Five 0days: HP in the security dock
In compliance with its policies, the Zero Day Initiative (ZDI) has now released five security holes that HP has had more than six months to fix. All of the zero-day holes affect products in HP's enterprise and networking divisions:
- HP LeftHand Virtual SAN
- HP Operations Agent for NonStop
- HP Intelligent Management Center
- HP iNode Management Center
- HP Diagnostics Server
In all five products, remote attackers can exploit programming flaws to inject and execute arbitrary code via specially crafted requests – sometimes even at SYSTEM user level. This is considered the highest threat level. In all five cases, the ZDI informed the company of the problems at the end of 2011. Yet HP failed to release patches for any of these critical security holes – hence the name zero-day, or 0day: customers have no advance notice to prepare for potential attacks that exploit these holes. Also, HP has not yet responded to requests for comment from heise Security, The H's associates in Germany.
Because many companies made no move to fix the security holes that were reported to them, two years ago, the ZDI announced that it would in future disclose such holes after 180 days if companies failed to respond. The vulnerability brokers have repeatedly enforced their policy. The fact that the ZDI didn't manage to convince HP of the serious nature of the current problems casts HP in a bad light.

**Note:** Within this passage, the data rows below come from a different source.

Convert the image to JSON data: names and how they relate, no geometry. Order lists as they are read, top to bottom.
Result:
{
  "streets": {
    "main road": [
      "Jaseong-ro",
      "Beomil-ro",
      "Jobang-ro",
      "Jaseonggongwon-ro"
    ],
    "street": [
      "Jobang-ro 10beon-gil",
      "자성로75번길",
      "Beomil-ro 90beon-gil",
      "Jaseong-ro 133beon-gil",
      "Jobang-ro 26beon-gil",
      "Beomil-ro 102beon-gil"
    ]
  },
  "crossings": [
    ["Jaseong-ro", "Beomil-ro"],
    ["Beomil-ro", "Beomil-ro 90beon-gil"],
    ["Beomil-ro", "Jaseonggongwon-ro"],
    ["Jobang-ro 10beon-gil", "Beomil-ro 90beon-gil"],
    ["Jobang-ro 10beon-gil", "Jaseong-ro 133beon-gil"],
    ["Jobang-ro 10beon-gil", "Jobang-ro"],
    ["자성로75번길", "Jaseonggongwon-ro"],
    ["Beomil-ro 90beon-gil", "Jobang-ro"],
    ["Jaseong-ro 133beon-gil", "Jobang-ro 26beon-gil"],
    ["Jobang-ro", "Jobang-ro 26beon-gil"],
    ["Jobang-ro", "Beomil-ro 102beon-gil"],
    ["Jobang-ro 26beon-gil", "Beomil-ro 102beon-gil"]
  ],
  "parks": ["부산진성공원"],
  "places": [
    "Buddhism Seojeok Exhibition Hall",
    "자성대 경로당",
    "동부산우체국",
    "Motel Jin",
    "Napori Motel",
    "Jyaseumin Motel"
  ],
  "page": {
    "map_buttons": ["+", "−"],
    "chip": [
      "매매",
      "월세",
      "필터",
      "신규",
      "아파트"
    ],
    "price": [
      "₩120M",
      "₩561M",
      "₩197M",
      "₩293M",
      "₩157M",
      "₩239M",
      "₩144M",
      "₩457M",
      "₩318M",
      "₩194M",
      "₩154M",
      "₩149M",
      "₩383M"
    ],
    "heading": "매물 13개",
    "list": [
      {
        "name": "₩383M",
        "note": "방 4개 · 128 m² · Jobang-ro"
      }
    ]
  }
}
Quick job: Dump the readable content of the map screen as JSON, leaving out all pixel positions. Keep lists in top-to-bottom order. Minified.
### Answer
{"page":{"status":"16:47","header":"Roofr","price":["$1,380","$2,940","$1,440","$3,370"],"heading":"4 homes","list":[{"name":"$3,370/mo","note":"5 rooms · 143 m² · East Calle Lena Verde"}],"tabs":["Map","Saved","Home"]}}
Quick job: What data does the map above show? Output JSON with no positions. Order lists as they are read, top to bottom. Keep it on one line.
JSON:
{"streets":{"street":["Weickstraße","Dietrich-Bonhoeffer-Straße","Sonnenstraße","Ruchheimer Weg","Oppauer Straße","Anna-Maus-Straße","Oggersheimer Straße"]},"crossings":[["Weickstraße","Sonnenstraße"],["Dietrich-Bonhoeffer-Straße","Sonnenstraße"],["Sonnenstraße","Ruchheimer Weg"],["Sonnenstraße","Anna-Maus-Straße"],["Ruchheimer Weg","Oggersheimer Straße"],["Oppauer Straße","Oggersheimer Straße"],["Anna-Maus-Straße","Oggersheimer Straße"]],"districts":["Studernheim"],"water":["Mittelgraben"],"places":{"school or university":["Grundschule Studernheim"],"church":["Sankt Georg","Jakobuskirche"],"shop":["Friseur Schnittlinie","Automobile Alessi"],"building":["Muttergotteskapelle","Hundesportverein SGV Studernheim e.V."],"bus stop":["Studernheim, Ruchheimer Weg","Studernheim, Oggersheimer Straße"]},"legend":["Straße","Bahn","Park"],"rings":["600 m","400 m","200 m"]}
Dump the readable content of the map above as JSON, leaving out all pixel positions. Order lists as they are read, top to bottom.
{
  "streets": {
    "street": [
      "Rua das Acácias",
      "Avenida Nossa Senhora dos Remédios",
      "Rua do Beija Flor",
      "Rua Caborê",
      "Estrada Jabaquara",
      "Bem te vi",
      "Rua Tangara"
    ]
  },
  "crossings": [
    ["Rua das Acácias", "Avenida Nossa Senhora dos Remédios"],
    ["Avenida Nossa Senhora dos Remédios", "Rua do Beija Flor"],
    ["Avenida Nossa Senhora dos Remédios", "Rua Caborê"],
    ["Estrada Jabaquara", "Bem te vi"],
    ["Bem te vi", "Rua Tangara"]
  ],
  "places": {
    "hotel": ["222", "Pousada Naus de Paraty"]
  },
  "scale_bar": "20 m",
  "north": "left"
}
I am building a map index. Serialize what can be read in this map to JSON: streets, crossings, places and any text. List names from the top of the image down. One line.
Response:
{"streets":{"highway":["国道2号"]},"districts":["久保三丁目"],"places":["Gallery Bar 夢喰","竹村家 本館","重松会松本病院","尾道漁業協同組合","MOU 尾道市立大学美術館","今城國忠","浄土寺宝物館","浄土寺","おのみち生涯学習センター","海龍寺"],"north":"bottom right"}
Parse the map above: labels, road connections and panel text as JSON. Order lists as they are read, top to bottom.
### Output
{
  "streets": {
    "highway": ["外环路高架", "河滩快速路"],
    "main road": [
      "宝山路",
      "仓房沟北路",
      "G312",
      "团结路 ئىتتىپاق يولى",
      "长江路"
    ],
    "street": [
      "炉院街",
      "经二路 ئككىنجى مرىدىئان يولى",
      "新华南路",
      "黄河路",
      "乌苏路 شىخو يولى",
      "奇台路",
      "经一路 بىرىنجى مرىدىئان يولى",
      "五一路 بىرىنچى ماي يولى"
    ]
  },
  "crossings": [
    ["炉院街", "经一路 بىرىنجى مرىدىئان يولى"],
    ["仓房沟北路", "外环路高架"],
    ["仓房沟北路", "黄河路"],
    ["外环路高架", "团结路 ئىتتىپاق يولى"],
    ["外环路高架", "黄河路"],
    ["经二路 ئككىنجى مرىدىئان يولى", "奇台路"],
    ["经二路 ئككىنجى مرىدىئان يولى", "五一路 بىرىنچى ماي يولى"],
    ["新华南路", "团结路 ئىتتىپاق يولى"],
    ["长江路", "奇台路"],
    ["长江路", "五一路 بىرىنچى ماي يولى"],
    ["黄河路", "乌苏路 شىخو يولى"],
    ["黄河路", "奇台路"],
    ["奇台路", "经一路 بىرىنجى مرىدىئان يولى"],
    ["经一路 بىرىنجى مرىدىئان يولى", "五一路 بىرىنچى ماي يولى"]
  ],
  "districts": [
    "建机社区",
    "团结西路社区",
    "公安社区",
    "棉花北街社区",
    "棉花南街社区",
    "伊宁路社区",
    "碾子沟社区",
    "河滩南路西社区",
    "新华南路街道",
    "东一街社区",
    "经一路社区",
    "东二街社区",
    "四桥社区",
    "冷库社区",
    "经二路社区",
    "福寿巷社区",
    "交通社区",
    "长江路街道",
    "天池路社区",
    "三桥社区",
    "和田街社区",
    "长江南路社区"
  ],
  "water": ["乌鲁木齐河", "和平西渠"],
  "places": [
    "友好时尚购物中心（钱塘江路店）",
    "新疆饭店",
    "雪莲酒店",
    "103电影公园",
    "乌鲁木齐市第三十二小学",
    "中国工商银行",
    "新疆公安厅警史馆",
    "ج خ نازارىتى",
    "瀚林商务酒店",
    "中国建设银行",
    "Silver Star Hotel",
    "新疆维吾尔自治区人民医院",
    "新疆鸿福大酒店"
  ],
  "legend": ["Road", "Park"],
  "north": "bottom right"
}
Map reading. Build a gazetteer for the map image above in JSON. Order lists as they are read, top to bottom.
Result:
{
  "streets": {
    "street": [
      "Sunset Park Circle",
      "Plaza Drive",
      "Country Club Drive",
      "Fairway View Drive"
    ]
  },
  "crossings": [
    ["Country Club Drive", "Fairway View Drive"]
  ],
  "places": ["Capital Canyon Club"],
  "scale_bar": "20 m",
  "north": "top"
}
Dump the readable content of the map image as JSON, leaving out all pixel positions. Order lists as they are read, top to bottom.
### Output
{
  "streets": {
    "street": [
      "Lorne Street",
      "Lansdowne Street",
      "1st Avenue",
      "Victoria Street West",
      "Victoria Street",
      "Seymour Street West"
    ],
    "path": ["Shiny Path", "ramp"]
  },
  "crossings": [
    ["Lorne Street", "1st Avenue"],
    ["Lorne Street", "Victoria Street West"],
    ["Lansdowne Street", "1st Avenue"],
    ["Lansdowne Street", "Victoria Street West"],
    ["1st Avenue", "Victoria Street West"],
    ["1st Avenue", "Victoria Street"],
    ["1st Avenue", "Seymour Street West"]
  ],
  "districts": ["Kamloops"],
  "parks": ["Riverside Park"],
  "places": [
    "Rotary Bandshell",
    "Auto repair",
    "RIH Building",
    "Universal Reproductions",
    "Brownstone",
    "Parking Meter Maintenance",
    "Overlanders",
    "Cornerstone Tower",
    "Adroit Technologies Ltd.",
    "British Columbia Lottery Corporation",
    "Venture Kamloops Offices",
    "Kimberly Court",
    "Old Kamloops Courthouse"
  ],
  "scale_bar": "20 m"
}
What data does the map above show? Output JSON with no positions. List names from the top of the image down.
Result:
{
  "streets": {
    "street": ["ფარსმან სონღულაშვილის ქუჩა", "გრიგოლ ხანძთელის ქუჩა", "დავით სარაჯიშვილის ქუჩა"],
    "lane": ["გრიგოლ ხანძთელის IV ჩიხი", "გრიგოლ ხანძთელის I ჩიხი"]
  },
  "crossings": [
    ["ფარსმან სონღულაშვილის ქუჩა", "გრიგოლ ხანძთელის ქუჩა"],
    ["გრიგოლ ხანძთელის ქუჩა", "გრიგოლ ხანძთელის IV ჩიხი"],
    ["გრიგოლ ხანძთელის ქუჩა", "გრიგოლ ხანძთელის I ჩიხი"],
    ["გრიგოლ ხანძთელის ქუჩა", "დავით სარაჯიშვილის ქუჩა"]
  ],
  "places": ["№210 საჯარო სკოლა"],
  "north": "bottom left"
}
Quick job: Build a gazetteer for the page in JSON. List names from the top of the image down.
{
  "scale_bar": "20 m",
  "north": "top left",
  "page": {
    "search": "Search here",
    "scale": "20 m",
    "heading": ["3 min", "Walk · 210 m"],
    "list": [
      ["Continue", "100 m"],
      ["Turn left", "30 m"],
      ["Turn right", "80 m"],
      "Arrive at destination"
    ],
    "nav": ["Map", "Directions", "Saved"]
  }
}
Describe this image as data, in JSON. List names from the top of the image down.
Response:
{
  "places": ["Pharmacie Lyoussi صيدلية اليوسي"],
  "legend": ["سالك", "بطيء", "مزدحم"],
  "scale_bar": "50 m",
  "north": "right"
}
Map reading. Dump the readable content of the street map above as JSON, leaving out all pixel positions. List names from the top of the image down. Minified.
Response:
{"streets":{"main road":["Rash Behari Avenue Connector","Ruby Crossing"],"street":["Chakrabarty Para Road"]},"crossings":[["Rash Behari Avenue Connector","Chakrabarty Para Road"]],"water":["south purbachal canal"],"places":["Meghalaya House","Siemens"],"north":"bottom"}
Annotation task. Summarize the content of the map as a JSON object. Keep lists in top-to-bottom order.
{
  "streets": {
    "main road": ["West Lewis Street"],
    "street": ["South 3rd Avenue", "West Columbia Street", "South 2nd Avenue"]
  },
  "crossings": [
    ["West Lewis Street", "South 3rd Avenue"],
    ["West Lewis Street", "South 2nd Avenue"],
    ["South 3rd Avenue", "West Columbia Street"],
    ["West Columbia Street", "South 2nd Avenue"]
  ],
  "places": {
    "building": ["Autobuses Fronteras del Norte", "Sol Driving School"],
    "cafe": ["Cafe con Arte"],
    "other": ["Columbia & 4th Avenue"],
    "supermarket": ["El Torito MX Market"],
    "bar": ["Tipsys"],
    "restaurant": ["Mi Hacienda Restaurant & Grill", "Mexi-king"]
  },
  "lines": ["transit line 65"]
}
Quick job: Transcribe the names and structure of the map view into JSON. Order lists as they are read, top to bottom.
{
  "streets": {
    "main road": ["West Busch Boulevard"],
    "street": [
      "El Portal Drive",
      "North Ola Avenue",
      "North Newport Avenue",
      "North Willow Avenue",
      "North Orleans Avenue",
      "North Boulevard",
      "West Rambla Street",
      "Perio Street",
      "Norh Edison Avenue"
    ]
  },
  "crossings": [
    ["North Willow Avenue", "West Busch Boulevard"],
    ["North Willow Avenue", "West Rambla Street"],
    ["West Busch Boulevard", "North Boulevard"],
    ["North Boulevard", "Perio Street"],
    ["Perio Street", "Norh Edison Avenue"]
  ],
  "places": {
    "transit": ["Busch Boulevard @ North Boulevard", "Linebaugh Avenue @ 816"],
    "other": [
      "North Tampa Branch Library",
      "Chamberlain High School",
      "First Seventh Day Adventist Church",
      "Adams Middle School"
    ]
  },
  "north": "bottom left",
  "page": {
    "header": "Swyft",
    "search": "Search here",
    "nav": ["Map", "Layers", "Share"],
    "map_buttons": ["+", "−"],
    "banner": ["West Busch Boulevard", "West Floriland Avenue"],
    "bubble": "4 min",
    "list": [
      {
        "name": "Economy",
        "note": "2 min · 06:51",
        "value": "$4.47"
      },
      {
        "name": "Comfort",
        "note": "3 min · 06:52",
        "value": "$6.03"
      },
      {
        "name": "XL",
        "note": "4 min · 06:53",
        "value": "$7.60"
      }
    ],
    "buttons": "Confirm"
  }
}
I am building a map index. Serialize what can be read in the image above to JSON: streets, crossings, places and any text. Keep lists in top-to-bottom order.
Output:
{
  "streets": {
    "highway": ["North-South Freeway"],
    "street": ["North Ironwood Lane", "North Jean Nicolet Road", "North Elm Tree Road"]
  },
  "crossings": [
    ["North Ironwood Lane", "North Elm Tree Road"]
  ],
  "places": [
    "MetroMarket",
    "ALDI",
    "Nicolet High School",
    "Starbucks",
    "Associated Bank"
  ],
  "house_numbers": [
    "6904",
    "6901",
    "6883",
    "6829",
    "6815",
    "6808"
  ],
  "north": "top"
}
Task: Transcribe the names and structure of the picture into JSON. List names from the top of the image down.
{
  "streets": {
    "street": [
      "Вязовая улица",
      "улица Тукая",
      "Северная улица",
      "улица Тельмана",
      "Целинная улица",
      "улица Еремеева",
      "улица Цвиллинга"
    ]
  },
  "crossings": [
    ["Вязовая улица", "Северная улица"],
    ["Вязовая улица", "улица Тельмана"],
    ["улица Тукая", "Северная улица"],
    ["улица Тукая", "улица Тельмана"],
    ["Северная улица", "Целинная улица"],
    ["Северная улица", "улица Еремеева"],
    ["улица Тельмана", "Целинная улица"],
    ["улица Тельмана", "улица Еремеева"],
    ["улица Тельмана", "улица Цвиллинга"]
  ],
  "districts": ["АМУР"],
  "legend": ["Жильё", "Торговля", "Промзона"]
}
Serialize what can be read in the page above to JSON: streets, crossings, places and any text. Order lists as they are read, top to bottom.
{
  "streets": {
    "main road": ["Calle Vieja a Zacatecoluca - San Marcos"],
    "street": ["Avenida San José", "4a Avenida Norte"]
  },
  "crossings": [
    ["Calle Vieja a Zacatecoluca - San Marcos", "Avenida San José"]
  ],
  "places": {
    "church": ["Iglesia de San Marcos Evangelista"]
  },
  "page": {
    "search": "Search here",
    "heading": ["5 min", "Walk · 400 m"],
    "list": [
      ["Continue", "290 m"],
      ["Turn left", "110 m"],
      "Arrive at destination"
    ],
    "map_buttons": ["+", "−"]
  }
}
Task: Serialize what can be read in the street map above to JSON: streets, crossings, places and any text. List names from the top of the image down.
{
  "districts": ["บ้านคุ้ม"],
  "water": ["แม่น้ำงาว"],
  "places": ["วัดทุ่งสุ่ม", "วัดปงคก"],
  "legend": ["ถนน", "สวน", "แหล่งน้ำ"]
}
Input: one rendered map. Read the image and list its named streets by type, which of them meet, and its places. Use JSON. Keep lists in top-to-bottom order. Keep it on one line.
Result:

The ironic nature of the state of affairs becomes evident when visiting the home page of TippingPoint, the company that runs the Zero Day Initiative: the link leads straight to HP Enterprise Security because HP took over TippingPoint when it acquired 3Com. In fairness, it should be mentioned that this company division isn't responsible for the security of (HP) software but primarily focuses on selling products that are designed to make (zero-day) security holes more difficult to exploit: "HP is a leading provider of security and compliance solutions for modern enterprises that want to mitigate risk in their hybrid environments". In other words: those who want to avoid being targeted via existing security holes can find suitable security products in HP's range.